=== Section Start ===

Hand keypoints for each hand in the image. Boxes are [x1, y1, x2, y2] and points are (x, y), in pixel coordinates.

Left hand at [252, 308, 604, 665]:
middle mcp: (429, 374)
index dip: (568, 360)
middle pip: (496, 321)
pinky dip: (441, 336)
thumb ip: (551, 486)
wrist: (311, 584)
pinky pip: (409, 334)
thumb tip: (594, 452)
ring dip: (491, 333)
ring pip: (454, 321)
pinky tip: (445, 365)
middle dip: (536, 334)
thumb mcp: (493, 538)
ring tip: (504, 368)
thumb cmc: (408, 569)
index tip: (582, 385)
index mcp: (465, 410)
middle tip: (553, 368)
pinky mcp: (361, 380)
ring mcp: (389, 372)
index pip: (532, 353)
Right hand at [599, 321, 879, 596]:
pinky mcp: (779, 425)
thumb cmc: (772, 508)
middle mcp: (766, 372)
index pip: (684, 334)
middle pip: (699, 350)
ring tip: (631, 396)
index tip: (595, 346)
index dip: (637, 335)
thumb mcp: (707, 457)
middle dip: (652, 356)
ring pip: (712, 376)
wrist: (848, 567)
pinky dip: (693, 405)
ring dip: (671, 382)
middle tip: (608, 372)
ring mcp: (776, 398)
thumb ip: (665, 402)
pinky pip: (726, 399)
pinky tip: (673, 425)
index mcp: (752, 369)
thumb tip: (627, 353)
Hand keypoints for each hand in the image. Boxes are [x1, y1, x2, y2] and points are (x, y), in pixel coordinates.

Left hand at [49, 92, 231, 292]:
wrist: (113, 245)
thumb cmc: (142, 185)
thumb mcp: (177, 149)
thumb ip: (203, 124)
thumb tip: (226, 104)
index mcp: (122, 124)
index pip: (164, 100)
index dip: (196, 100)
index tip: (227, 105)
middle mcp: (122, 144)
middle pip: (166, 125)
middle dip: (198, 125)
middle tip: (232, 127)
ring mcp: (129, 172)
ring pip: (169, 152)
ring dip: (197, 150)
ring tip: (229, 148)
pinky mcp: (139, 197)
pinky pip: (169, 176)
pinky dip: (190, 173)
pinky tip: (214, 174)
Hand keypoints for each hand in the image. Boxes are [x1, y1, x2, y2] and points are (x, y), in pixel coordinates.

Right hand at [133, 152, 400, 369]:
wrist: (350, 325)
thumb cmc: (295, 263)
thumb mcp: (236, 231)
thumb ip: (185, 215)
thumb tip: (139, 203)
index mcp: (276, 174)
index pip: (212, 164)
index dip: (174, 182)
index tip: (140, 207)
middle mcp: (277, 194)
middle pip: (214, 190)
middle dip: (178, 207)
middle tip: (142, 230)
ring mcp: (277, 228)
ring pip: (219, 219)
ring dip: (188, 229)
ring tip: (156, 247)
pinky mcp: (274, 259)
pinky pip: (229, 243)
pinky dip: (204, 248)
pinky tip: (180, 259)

=== Section End ===

Try it -
Give an exact copy of the lines above, from the top of the records to the line that contains "wrist: (311, 584)", taking in both ends.

Written solution -
Hand keypoints for each hand in the image. Boxes are [x1, y1, x2, y2] and points are (x, y), in pixel coordinates.

Left hand at [252, 308, 604, 665]:
middle mcp: (429, 374)
index dip: (568, 360)
middle pip: (496, 321)
pinky dip: (441, 336)
thumb ip: (551, 486)
wrist: (311, 584)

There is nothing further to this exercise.